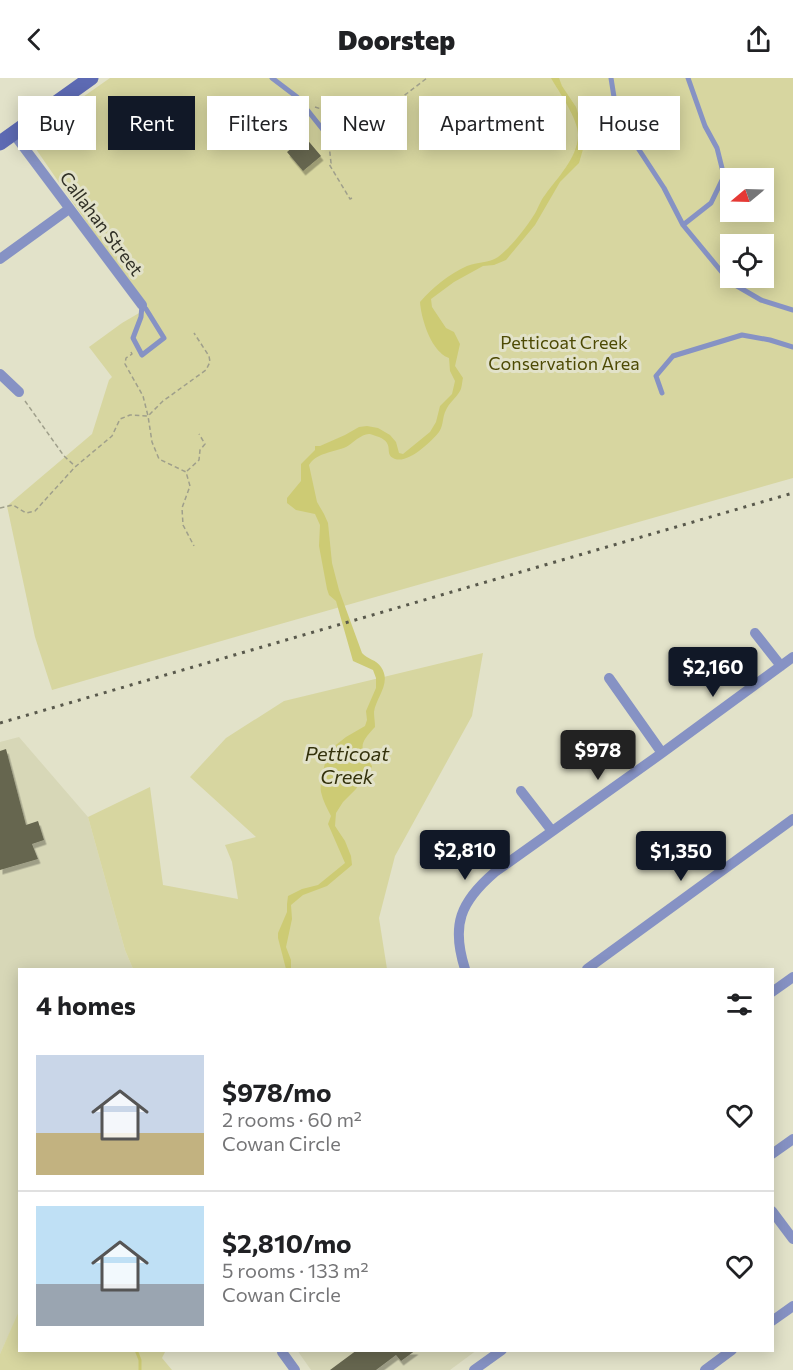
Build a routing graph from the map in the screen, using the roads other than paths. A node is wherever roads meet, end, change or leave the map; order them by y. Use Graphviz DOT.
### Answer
graph roads {
  1 [pos="91,78"];
  2 [pos="272,78"];
  3 [pos="611,78"];
  4 [pos="688,78"];
  5 [pos="321,127"];
  6 [pos="13,133"];
  7 [pos="0,143"];
  8 [pos="69,209"];
  9 [pos="682,225"];
  10 [pos="0,259"];
  11 [pos="142,305"];
  12 [pos="793,310"];
  13 [pos="793,347"];
  14 [pos="0,374"];
  15 [pos="19,392"];
  16 [pos="662,393"];
  17 [pos="755,633"];
  18 [pos="793,657"];
  19 [pos="780,666"];
  20 [pos="609,678"];
  21 [pos="662,753"];
  22 [pos="521,791"];
  23 [pos="793,819"];
  24 [pos="552,831"];
  25 [pos="465,968"];
  26 [pos="588,968"];
  27 [pos="793,977"];
  28 [pos="774,991"];
  29 [pos="793,1139"];
  30 [pos="774,1153"];
  31 [pos="774,1214"];
  32 [pos="793,1239"];
  33 [pos="793,1306"];
  34 [pos="774,1320"];
  35 [pos="282,1352"];
  36 [pos="499,1352"];
  37 [pos="729,1352"];
  38 [pos="295,1370"];
  39 [pos="474,1370"];
  40 [pos="705,1370"];
  1 -- 6 [label="street"];
  2 -- 5 [label="lane"];
  3 -- 9 [label="lane"];
  4 -- 9 [label="lane"];
  6 -- 7 [label="street"];
  6 -- 8 [label="street, Callahan Street"];
  8 -- 10 [label="street"];
  8 -- 11 [label="street, Callahan Street"];
  9 -- 12 [label="lane"];
  11 -- 11 [label="lane"];
  13 -- 16 [label="lane"];
  14 -- 15 [label="street"];
  17 -- 19 [label="street"];
  18 -- 19 [label="street"];
  19 -- 21 [label="street"];
  20 -- 21 [label="street"];
  21 -- 24 [label="street"];
  22 -- 24 [label="street"];
  23 -- 26 [label="street"];
  24 -- 25 [label="street"];
  27 -- 28 [label="street"];
  29 -- 30 [label="street"];
  31 -- 32 [label="street"];
  33 -- 34 [label="street"];
  35 -- 38 [label="street"];
  36 -- 39 [label="street"];
  37 -- 40 [label="street"];
}
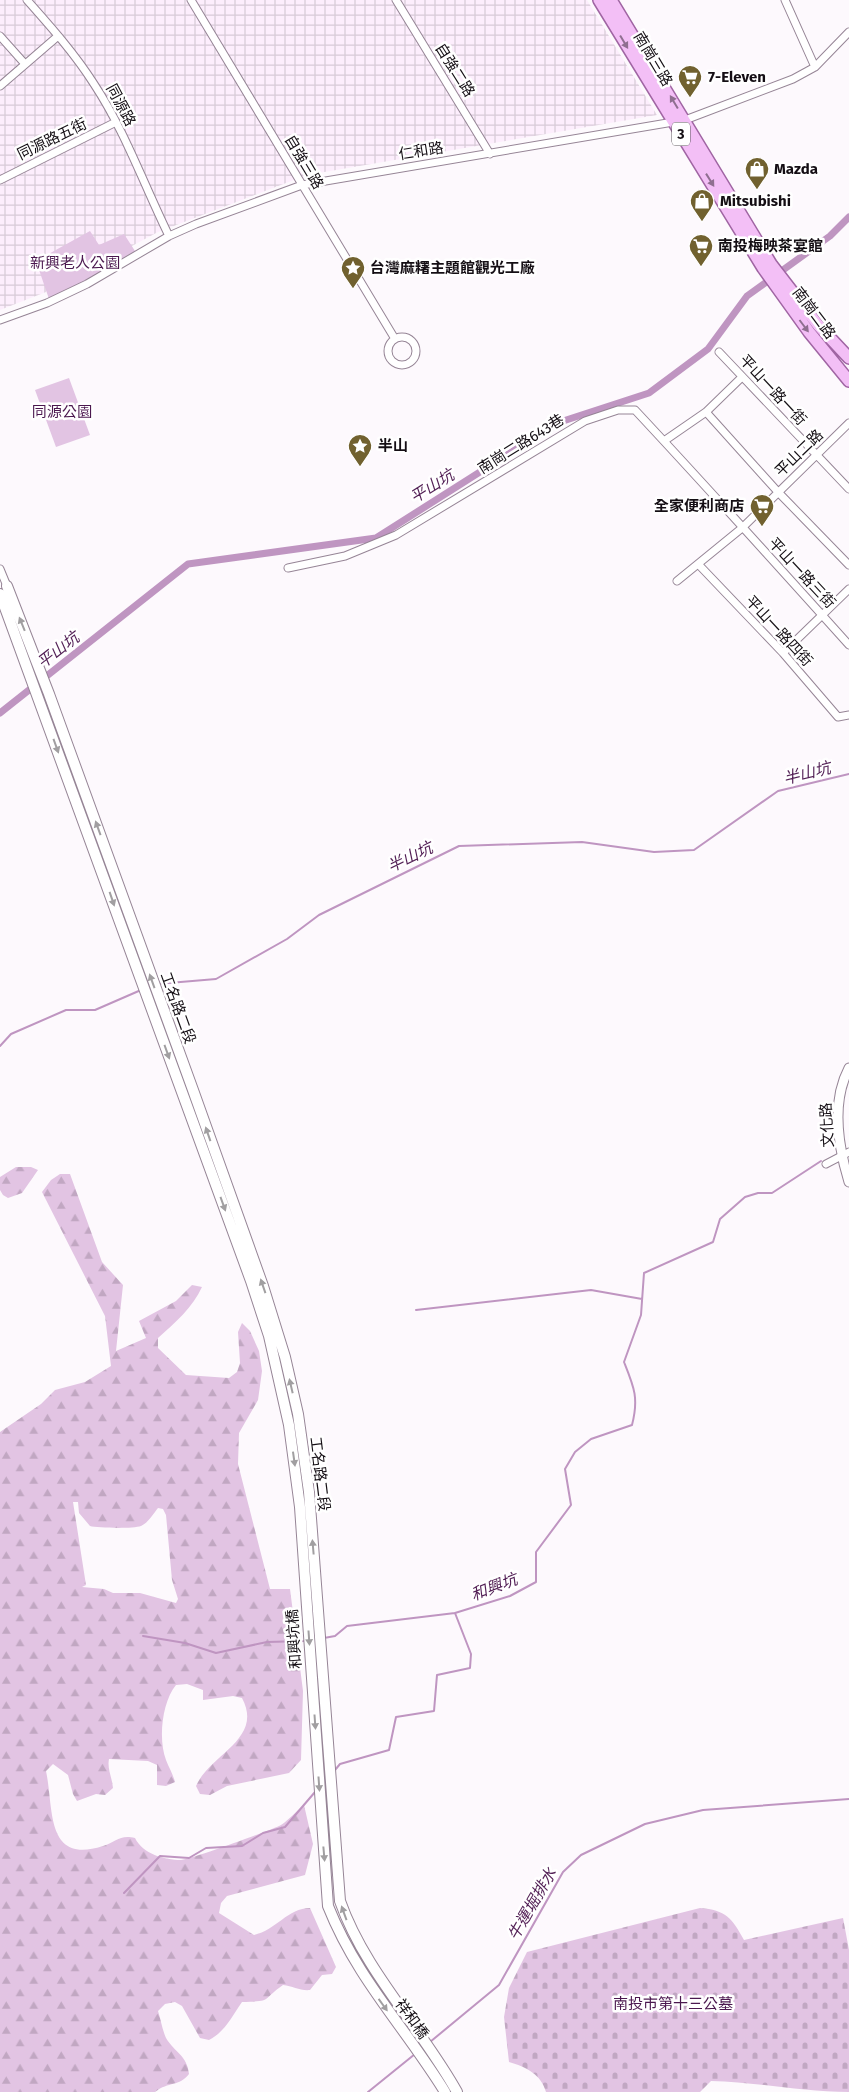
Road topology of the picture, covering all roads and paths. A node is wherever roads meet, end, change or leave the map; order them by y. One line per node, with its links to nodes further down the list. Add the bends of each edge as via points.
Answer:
1 (27, 0): 9 (street, 同源路)
2 (190, 0): 17 (street, 自強三路)
3 (396, 0): 15 (street, 自強二路)
4 (599, 0): 13 (main road, 南崗三路 / 3, one-way to 13)
5 (612, 0): 13 (main road, 南崗三路 / 3, one-way to 5)
6 (785, 0): 11 (street)
7 (849, 32): 11 (street, 仁和路)
8 (0, 36): 10 (street)
9 (58, 36): 10 (street); 14 (street, 同源路, via 94,84)
10 (25, 64): 12 (street)
11 (815, 67): 13 (street, 仁和路, via 793,79)
12 (0, 86)
13 (679, 121): 15 (street, 仁和路); 19 (main road, 南崗三路 / 3)
14 (116, 122): 16 (street, 同源路五街); 18 (street, 同源路)
15 (490, 154): 17 (street, 仁和路)
16 (0, 180)
17 (302, 185): 18 (street, 仁和路); 21 (street, 自強三路)
18 (169, 236): 20 (street, 仁和路, via 87,284)
19 (779, 283): 23 (main road, 南崗二路 / 3); 25 (main road, 南崗二路 / 3, one-way to 25)
20 (0, 320)
21 (395, 339): 21 (street, via 388,349 392,361 397,365 410,363 416,346 407,338)
22 (719, 352): 24 (street, 平山一路一街)
23 (849, 358)
24 (742, 377): 27 (street); 30 (street, 平山一路一街)
25 (849, 381)
26 (635, 410): 29 (street, 平山一路三街); 37 (street, 南崗二路643巷, via 618,410 584,421 396,535 345,556)
27 (706, 412): 29 (street); 32 (street)
28 (849, 423): 30 (street, 平山二路)
29 (664, 441): 33 (street, 平山一路三街)
30 (815, 456): 31 (street, 平山一路一街); 32 (street, 平山二路)
31 (849, 489)
32 (778, 492): 33 (street, 平山二路); 35 (street)
33 (742, 528): 34 (street, 平山二路); 41 (street, 平山一路三街)
34 (698, 565): 38 (street, 平山二路); 43 (street, 平山一路四街)
35 (849, 565)
36 (0, 568): 40 (street)
37 (288, 568)
38 (677, 581)
39 (849, 589): 41 (street)
40 (3, 590): 49 (main road, 工名路二段, one-way to 49, via 39,700); 49 (main road, 工名路二段, one-way to 40, via 263,1286 38,663)
41 (822, 614): 42 (street, 平山一路三街); 43 (street)
42 (849, 645)
43 (783, 653): 44 (street, 平山一路四街, via 838,716)
44 (849, 716)
45 (849, 1068): 46 (street, 文化路, via 839,1096 838,1121)
46 (846, 1154): 47 (street); 48 (street, 文化路)
47 (826, 1164)
48 (849, 1182)
49 (273, 1334): 50 (main road)
50 (280, 1358): 51 (main road, 工名路二段, one-way to 51, via 300,1507); 52 (main road, 工名路二段, one-way to 50, via 298,1414)
51 (306, 1594): 53 (main road, 和興坑橋, one-way to 53)
52 (318, 1595): 53 (main road, 和興坑橋)
53 (317, 1681): 54 (main road, 祥和橋, one-way to 53, via 348,1925 340,1901 328,1762); 54 (main road, 祥和橋, one-way to 54, via 317,1763 328,1906 341,1939 356,1964)
54 (447, 2088): 55 (main road)
55 (457, 2092)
● ● ● ● ● ● ●
THE PROBLEM: Every word of the material above should be copied exactly; no pictures.

RESULT FOR THIS EXERCISE:
Build a routing graph from the map in the screen, using the roads other than paths. A node is wherever roads meet, end, change or leave the map; order them by y. Use Graphviz DOT.
### Answer
graph roads {
  1 [pos="91,78"];
  2 [pos="272,78"];
  3 [pos="611,78"];
  4 [pos="688,78"];
  5 [pos="321,127"];
  6 [pos="13,133"];
  7 [pos="0,143"];
  8 [pos="69,209"];
  9 [pos="682,225"];
  10 [pos="0,259"];
  11 [pos="142,305"];
  12 [pos="793,310"];
  13 [pos="793,347"];
  14 [pos="0,374"];
  15 [pos="19,392"];
  16 [pos="662,393"];
  17 [pos="755,633"];
  18 [pos="793,657"];
  19 [pos="780,666"];
  20 [pos="609,678"];
  21 [pos="662,753"];
  22 [pos="521,791"];
  23 [pos="793,819"];
  24 [pos="552,831"];
  25 [pos="465,968"];
  26 [pos="588,968"];
  27 [pos="793,977"];
  28 [pos="774,991"];
  29 [pos="793,1139"];
  30 [pos="774,1153"];
  31 [pos="774,1214"];
  32 [pos="793,1239"];
  33 [pos="793,1306"];
  34 [pos="774,1320"];
  35 [pos="282,1352"];
  36 [pos="499,1352"];
  37 [pos="729,1352"];
  38 [pos="295,1370"];
  39 [pos="474,1370"];
  40 [pos="705,1370"];
  1 -- 6 [label="street"];
  2 -- 5 [label="lane"];
  3 -- 9 [label="lane"];
  4 -- 9 [label="lane"];
  6 -- 7 [label="street"];
  6 -- 8 [label="street, Callahan Street"];
  8 -- 10 [label="street"];
  8 -- 11 [label="street, Callahan Street"];
  9 -- 12 [label="lane"];
  11 -- 11 [label="lane"];
  13 -- 16 [label="lane"];
  14 -- 15 [label="street"];
  17 -- 19 [label="street"];
  18 -- 19 [label="street"];
  19 -- 21 [label="street"];
  20 -- 21 [label="street"];
  21 -- 24 [label="street"];
  22 -- 24 [label="street"];
  23 -- 26 [label="street"];
  24 -- 25 [label="street"];
  27 -- 28 [label="street"];
  29 -- 30 [label="street"];
  31 -- 32 [label="street"];
  33 -- 34 [label="street"];
  35 -- 38 [label="street"];
  36 -- 39 [label="street"];
  37 -- 40 [label="street"];
}
Road topology of the picture, covering all roads and paths. A node is wherever roads meet, end, change or leave the map; order them by y. One line per node, with its links to nodes further down the list. Add the bends of each edge as via points.
Answer:
1 (27, 0): 9 (street, 同源路)
2 (190, 0): 17 (street, 自強三路)
3 (396, 0): 15 (street, 自強二路)
4 (599, 0): 13 (main road, 南崗三路 / 3, one-way to 13)
5 (612, 0): 13 (main road, 南崗三路 / 3, one-way to 5)
6 (785, 0): 11 (street)
7 (849, 32): 11 (street, 仁和路)
8 (0, 36): 10 (street)
9 (58, 36): 10 (street); 14 (street, 同源路, via 94,84)
10 (25, 64): 12 (street)
11 (815, 67): 13 (street, 仁和路, via 793,79)
12 (0, 86)
13 (679, 121): 15 (street, 仁和路); 19 (main road, 南崗三路 / 3)
14 (116, 122): 16 (street, 同源路五街); 18 (street, 同源路)
15 (490, 154): 17 (street, 仁和路)
16 (0, 180)
17 (302, 185): 18 (street, 仁和路); 21 (street, 自強三路)
18 (169, 236): 20 (street, 仁和路, via 87,284)
19 (779, 283): 23 (main road, 南崗二路 / 3); 25 (main road, 南崗二路 / 3, one-way to 25)
20 (0, 320)
21 (395, 339): 21 (street, via 388,349 392,361 397,365 410,363 416,346 407,338)
22 (719, 352): 24 (street, 平山一路一街)
23 (849, 358)
24 (742, 377): 27 (street); 30 (street, 平山一路一街)
25 (849, 381)
26 (635, 410): 29 (street, 平山一路三街); 37 (street, 南崗二路643巷, via 618,410 584,421 396,535 345,556)
27 (706, 412): 29 (street); 32 (street)
28 (849, 423): 30 (street, 平山二路)
29 (664, 441): 33 (street, 平山一路三街)
30 (815, 456): 31 (street, 平山一路一街); 32 (street, 平山二路)
31 (849, 489)
32 (778, 492): 33 (street, 平山二路); 35 (street)
33 (742, 528): 34 (street, 平山二路); 41 (street, 平山一路三街)
34 (698, 565): 38 (street, 平山二路); 43 (street, 平山一路四街)
35 (849, 565)
36 (0, 568): 40 (street)
37 (288, 568)
38 (677, 581)
39 (849, 589): 41 (street)
40 (3, 590): 49 (main road, 工名路二段, one-way to 49, via 39,700); 49 (main road, 工名路二段, one-way to 40, via 263,1286 38,663)
41 (822, 614): 42 (street, 平山一路三街); 43 (street)
42 (849, 645)
43 (783, 653): 44 (street, 平山一路四街, via 838,716)
44 (849, 716)
45 (849, 1068): 46 (street, 文化路, via 839,1096 838,1121)
46 (846, 1154): 47 (street); 48 (street, 文化路)
47 (826, 1164)
48 (849, 1182)
49 (273, 1334): 50 (main road)
50 (280, 1358): 51 (main road, 工名路二段, one-way to 51, via 300,1507); 52 (main road, 工名路二段, one-way to 50, via 298,1414)
51 (306, 1594): 53 (main road, 和興坑橋, one-way to 53)
52 (318, 1595): 53 (main road, 和興坑橋)
53 (317, 1681): 54 (main road, 祥和橋, one-way to 53, via 348,1925 340,1901 328,1762); 54 (main road, 祥和橋, one-way to 54, via 317,1763 328,1906 341,1939 356,1964)
54 (447, 2088): 55 (main road)
55 (457, 2092)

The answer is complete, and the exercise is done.